- **EXERCISE GOAL**:
Your task is to retype all of the records below with complete accuracy.

[Records from a dataset]
==================================================
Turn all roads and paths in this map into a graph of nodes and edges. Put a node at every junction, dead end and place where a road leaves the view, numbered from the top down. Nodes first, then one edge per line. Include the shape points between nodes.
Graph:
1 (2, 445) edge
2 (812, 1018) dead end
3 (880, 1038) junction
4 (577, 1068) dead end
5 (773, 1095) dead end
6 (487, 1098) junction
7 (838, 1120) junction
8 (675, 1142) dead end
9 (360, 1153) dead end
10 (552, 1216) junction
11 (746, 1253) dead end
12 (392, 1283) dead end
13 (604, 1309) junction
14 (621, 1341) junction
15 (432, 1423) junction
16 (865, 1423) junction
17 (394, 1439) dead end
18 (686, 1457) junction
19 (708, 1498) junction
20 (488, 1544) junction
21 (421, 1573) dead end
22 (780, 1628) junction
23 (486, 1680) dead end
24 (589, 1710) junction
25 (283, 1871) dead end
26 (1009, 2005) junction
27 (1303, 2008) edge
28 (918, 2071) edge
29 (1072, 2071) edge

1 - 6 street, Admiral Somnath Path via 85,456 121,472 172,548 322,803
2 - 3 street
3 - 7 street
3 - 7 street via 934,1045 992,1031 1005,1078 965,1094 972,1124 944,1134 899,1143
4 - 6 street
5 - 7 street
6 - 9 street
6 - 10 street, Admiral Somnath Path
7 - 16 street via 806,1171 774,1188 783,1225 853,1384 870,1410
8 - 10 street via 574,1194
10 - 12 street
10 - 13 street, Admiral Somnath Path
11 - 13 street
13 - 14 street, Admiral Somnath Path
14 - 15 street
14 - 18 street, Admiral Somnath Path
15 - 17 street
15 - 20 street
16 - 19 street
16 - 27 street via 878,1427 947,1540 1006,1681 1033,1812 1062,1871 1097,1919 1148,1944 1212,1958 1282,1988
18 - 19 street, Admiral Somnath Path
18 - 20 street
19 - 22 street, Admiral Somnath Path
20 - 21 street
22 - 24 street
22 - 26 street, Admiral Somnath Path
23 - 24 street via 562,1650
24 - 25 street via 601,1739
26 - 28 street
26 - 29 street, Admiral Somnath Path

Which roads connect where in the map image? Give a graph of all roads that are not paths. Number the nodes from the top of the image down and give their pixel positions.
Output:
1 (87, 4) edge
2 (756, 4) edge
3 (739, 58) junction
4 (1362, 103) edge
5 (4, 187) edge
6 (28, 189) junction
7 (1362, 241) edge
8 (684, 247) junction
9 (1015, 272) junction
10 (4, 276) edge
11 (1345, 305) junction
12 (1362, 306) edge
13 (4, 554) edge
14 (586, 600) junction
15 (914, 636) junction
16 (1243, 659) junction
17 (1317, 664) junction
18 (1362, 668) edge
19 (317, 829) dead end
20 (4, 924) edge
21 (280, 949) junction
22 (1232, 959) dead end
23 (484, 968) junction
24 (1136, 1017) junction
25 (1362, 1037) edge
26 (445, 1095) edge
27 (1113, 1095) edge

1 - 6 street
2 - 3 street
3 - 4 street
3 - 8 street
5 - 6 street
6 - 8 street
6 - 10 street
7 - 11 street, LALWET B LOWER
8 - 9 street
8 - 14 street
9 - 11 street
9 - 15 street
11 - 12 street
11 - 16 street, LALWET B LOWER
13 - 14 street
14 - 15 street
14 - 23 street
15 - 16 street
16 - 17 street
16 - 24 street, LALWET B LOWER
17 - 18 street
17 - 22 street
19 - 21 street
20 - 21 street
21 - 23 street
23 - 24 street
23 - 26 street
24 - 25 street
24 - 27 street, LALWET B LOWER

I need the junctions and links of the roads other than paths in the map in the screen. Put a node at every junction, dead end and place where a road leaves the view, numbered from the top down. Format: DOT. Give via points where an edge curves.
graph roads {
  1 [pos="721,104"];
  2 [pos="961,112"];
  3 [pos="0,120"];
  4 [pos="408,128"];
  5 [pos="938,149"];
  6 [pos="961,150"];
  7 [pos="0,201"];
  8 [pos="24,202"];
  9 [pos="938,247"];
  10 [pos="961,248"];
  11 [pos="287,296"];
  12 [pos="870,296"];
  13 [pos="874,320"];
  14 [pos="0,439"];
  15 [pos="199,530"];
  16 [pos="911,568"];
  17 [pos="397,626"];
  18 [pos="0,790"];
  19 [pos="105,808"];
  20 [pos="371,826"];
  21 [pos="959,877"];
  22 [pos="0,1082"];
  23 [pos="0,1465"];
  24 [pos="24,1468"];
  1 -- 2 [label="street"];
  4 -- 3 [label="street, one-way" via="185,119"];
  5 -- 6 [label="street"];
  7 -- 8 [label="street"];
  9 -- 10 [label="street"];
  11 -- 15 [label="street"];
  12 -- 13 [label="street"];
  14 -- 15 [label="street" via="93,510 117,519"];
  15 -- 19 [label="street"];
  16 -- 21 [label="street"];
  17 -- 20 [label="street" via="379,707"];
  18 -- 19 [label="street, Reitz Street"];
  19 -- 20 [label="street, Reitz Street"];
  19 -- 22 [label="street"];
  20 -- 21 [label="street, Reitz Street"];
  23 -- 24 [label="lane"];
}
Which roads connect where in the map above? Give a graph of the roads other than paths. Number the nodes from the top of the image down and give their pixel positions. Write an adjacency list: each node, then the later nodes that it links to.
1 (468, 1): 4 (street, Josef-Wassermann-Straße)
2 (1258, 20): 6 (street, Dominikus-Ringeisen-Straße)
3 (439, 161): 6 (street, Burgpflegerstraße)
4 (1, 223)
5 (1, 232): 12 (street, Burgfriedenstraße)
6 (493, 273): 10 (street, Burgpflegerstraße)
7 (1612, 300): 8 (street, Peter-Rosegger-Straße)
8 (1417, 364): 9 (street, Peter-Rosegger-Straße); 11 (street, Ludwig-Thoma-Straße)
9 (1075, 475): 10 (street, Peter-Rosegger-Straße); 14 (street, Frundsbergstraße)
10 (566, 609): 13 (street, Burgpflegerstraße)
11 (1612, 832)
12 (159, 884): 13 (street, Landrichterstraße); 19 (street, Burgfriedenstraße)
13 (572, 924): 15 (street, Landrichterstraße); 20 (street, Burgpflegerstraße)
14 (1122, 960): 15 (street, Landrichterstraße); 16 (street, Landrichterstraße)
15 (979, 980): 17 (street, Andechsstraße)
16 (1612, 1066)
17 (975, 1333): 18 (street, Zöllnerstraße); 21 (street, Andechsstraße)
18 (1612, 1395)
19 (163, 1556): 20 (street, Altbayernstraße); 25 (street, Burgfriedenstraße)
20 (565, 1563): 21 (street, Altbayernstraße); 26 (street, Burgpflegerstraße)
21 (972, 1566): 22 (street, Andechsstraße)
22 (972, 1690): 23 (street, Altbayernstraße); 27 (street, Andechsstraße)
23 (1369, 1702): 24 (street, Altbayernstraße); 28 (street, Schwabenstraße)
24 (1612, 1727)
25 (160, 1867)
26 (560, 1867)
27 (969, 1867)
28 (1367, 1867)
==================================================
- **RESPONSE BELOW**:
Turn all roads and paths in this map into a graph of nodes and edges. Put a node at every junction, dead end and place where a road leaves the view, numbered from the top down. Nodes first, then one edge per line. Include the shape points between nodes.
Graph:
1 (2, 445) edge
2 (812, 1018) dead end
3 (880, 1038) junction
4 (577, 1068) dead end
5 (773, 1095) dead end
6 (487, 1098) junction
7 (838, 1120) junction
8 (675, 1142) dead end
9 (360, 1153) dead end
10 (552, 1216) junction
11 (746, 1253) dead end
12 (392, 1283) dead end
13 (604, 1309) junction
14 (621, 1341) junction
15 (432, 1423) junction
16 (865, 1423) junction
17 (394, 1439) dead end
18 (686, 1457) junction
19 (708, 1498) junction
20 (488, 1544) junction
21 (421, 1573) dead end
22 (780, 1628) junction
23 (486, 1680) dead end
24 (589, 1710) junction
25 (283, 1871) dead end
26 (1009, 2005) junction
27 (1303, 2008) edge
28 (918, 2071) edge
29 (1072, 2071) edge

1 - 6 street, Admiral Somnath Path via 85,456 121,472 172,548 322,803
2 - 3 street
3 - 7 street
3 - 7 street via 934,1045 992,1031 1005,1078 965,1094 972,1124 944,1134 899,1143
4 - 6 street
5 - 7 street
6 - 9 street
6 - 10 street, Admiral Somnath Path
7 - 16 street via 806,1171 774,1188 783,1225 853,1384 870,1410
8 - 10 street via 574,1194
10 - 12 street
10 - 13 street, Admiral Somnath Path
11 - 13 street
13 - 14 street, Admiral Somnath Path
14 - 15 street
14 - 18 street, Admiral Somnath Path
15 - 17 street
15 - 20 street
16 - 19 street
16 - 27 street via 878,1427 947,1540 1006,1681 1033,1812 1062,1871 1097,1919 1148,1944 1212,1958 1282,1988
18 - 19 street, Admiral Somnath Path
18 - 20 street
19 - 22 street, Admiral Somnath Path
20 - 21 street
22 - 24 street
22 - 26 street, Admiral Somnath Path
23 - 24 street via 562,1650
24 - 25 street via 601,1739
26 - 28 street
26 - 29 street, Admiral Somnath Path

Which roads connect where in the map image? Give a graph of all roads that are not paths. Number the nodes from the top of the image down and give their pixel positions.
Output:
1 (87, 4) edge
2 (756, 4) edge
3 (739, 58) junction
4 (1362, 103) edge
5 (4, 187) edge
6 (28, 189) junction
7 (1362, 241) edge
8 (684, 247) junction
9 (1015, 272) junction
10 (4, 276) edge
11 (1345, 305) junction
12 (1362, 306) edge
13 (4, 554) edge
14 (586, 600) junction
15 (914, 636) junction
16 (1243, 659) junction
17 (1317, 664) junction
18 (1362, 668) edge
19 (317, 829) dead end
20 (4, 924) edge
21 (280, 949) junction
22 (1232, 959) dead end
23 (484, 968) junction
24 (1136, 1017) junction
25 (1362, 1037) edge
26 (445, 1095) edge
27 (1113, 1095) edge

1 - 6 street
2 - 3 street
3 - 4 street
3 - 8 street
5 - 6 street
6 - 8 street
6 - 10 street
7 - 11 street, LALWET B LOWER
8 - 9 street
8 - 14 street
9 - 11 street
9 - 15 street
11 - 12 street
11 - 16 street, LALWET B LOWER
13 - 14 street
14 - 15 street
14 - 23 street
15 - 16 street
16 - 17 street
16 - 24 street, LALWET B LOWER
17 - 18 street
17 - 22 street
19 - 21 street
20 - 21 street
21 - 23 street
23 - 24 street
23 - 26 street
24 - 25 street
24 - 27 street, LALWET B LOWER

I need the junctions and links of the roads other than paths in the map in the screen. Put a node at every junction, dead end and place where a road leaves the view, numbered from the top down. Format: DOT. Give via points where an edge curves.
graph roads {
  1 [pos="721,104"];
  2 [pos="961,112"];
  3 [pos="0,120"];
  4 [pos="408,128"];
  5 [pos="938,149"];
  6 [pos="961,150"];
  7 [pos="0,201"];
  8 [pos="24,202"];
  9 [pos="938,247"];
  10 [pos="961,248"];
  11 [pos="287,296"];
  12 [pos="870,296"];
  13 [pos="874,320"];
  14 [pos="0,439"];
  15 [pos="199,530"];
  16 [pos="911,568"];
  17 [pos="397,626"];
  18 [pos="0,790"];
  19 [pos="105,808"];
  20 [pos="371,826"];
  21 [pos="959,877"];
  22 [pos="0,1082"];
  23 [pos="0,1465"];
  24 [pos="24,1468"];
  1 -- 2 [label="street"];
  4 -- 3 [label="street, one-way" via="185,119"];
  5 -- 6 [label="street"];
  7 -- 8 [label="street"];
  9 -- 10 [label="street"];
  11 -- 15 [label="street"];
  12 -- 13 [label="street"];
  14 -- 15 [label="street" via="93,510 117,519"];
  15 -- 19 [label="street"];
  16 -- 21 [label="street"];
  17 -- 20 [label="street" via="379,707"];
  18 -- 19 [label="street, Reitz Street"];
  19 -- 20 [label="street, Reitz Street"];
  19 -- 22 [label="street"];
  20 -- 21 [label="street, Reitz Street"];
  23 -- 24 [label="lane"];
}
Which roads connect where in the map above? Give a graph of the roads other than paths. Number the nodes from the top of the image down and give their pixel positions. Write an adjacency list: each node, then the later nodes that it links to.
1 (468, 1): 4 (street, Josef-Wassermann-Straße)
2 (1258, 20): 6 (street, Dominikus-Ringeisen-Straße)
3 (439, 161): 6 (street, Burgpflegerstraße)
4 (1, 223)
5 (1, 232): 12 (street, Burgfriedenstraße)
6 (493, 273): 10 (street, Burgpflegerstraße)
7 (1612, 300): 8 (street, Peter-Rosegger-Straße)
8 (1417, 364): 9 (street, Peter-Rosegger-Straße); 11 (street, Ludwig-Thoma-Straße)
9 (1075, 475): 10 (street, Peter-Rosegger-Straße); 14 (street, Frundsbergstraße)
10 (566, 609): 13 (street, Burgpflegerstraße)
11 (1612, 832)
12 (159, 884): 13 (street, Landrichterstraße); 19 (street, Burgfriedenstraße)
13 (572, 924): 15 (street, Landrichterstraße); 20 (street, Burgpflegerstraße)
14 (1122, 960): 15 (street, Landrichterstraße); 16 (street, Landrichterstraße)
15 (979, 980): 17 (street, Andechsstraße)
16 (1612, 1066)
17 (975, 1333): 18 (street, Zöllnerstraße); 21 (street, Andechsstraße)
18 (1612, 1395)
19 (163, 1556): 20 (street, Altbayernstraße); 25 (street, Burgfriedenstraße)
20 (565, 1563): 21 (street, Altbayernstraße); 26 (street, Burgpflegerstraße)
21 (972, 1566): 22 (street, Andechsstraße)
22 (972, 1690): 23 (street, Altbayernstraße); 27 (street, Andechsstraße)
23 (1369, 1702): 24 (street, Altbayernstraße); 28 (street, Schwabenstraße)
24 (1612, 1727)
25 (160, 1867)
26 (560, 1867)
27 (969, 1867)
28 (1367, 1867)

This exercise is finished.